Washington answered a few minutes later when Lars Eller scored against his former Montreal teammates, putting back a rebound of a Matt Niskanen shot to make it a 1-1 game at 6:16 of the first.
Montreal regained its lead in the first minute of the second when Brendan Gallagher converted a Tomas Tatar feed just 32 seconds into the middle frame. On their very next shift, Tatar set up Gallagher again, this time the latter pulling the puck off the back wall and stuffing it behind Holtby on the short side for a 3-1 Montreal lead at 3:06 of the second.
For the third time in as many shifts, Gallagher's line was on for a lamplighter, but the third one was a Washington goal. Montreal turned the puck over in neutral ice, and all five Caps on the ice had possession of the puck at some point in a span of six or seven seconds, culminating with Alex Ovechkin finishing an Evgeny Kuznetsov backhand feed to make it a 3-2 game at 6:49.
Seventy seconds later, Brett Connolly won a board battle behind the Montreal net and managed to roll the puck to the front for Eller, who cranked a one-timer from the slot behind Habs goalie Carey Price to square the score at 3-3.
Less than five minutes later, the Caps took their first lead of the evening on Ovechkin's second goal of the game.
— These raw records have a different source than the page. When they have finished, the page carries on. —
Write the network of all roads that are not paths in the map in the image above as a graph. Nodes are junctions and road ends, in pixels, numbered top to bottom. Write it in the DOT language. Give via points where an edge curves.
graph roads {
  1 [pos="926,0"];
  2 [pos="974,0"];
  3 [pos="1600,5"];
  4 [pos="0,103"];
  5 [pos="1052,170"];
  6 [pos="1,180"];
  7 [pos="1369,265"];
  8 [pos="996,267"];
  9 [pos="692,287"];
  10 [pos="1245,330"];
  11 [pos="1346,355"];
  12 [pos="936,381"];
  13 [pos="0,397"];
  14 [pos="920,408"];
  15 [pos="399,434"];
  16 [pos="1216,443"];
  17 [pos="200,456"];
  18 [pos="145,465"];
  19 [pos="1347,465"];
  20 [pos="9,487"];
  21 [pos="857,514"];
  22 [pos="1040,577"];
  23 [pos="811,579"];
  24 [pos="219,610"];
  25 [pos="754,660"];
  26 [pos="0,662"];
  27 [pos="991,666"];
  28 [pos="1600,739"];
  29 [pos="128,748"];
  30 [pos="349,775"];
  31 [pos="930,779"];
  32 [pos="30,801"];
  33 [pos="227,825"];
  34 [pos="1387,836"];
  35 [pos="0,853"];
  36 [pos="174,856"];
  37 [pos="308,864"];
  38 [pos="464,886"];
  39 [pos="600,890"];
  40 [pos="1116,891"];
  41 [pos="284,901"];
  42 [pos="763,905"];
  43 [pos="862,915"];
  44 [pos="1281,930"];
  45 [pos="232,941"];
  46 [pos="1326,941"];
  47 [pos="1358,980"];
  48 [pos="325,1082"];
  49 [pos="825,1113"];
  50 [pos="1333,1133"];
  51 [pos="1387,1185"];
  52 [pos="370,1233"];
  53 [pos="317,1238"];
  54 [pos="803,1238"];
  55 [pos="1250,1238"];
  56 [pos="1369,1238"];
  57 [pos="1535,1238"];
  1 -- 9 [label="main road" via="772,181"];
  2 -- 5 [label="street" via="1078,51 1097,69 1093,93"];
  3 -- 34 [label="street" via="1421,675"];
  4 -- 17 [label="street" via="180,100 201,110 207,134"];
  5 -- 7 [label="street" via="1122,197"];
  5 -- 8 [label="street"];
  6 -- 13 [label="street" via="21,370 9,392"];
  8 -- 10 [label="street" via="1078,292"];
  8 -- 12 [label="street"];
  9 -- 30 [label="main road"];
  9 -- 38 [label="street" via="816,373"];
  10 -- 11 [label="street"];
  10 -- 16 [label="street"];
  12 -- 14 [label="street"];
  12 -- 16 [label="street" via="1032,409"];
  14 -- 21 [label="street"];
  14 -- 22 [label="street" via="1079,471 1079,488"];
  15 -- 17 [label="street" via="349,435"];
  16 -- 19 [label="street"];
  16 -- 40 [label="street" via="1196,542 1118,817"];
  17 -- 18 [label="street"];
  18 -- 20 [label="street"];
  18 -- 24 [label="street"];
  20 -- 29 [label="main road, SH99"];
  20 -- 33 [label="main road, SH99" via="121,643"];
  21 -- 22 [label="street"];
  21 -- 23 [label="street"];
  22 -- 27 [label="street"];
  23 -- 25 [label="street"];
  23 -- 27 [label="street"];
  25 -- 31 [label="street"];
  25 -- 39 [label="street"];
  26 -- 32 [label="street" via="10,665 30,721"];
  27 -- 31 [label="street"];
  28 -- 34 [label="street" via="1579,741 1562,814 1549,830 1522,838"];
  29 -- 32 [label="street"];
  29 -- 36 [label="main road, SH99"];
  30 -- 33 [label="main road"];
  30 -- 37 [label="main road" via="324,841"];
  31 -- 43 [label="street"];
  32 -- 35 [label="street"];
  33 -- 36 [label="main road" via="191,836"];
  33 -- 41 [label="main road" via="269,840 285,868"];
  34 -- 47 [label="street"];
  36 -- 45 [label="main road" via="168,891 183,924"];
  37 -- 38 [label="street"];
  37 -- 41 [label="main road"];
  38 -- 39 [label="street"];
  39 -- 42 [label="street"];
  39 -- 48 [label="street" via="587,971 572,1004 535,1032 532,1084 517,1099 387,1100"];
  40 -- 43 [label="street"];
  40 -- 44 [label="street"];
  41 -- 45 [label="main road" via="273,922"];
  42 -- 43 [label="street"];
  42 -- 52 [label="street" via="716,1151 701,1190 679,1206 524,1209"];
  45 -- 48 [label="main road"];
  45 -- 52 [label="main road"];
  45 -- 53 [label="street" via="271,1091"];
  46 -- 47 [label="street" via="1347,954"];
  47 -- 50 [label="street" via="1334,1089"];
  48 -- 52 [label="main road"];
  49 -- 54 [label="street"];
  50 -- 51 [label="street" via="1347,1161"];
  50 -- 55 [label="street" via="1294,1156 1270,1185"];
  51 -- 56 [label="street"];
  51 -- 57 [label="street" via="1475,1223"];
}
On a sustained offensive zone shift, Niskanen lunged to push the puck from the slot to partner Dmitry Orlov up high in the zone. Orlov floated it back toward the net, and it caught Ovechkin about shoulder high and bounded into the cage, putting the Caps up 4-3 at 12:53 of the second.
The Caps managed to expertly kill off a Montreal power play at the start of the third, getting good pressure up ice and some scoring chances of their own in the process. Montreal started to turn up the heat around the middle of the third, and it took a great Holtby save on Domi with about 12 minutes left to preserve the 4-3 lead, albeit temporarily.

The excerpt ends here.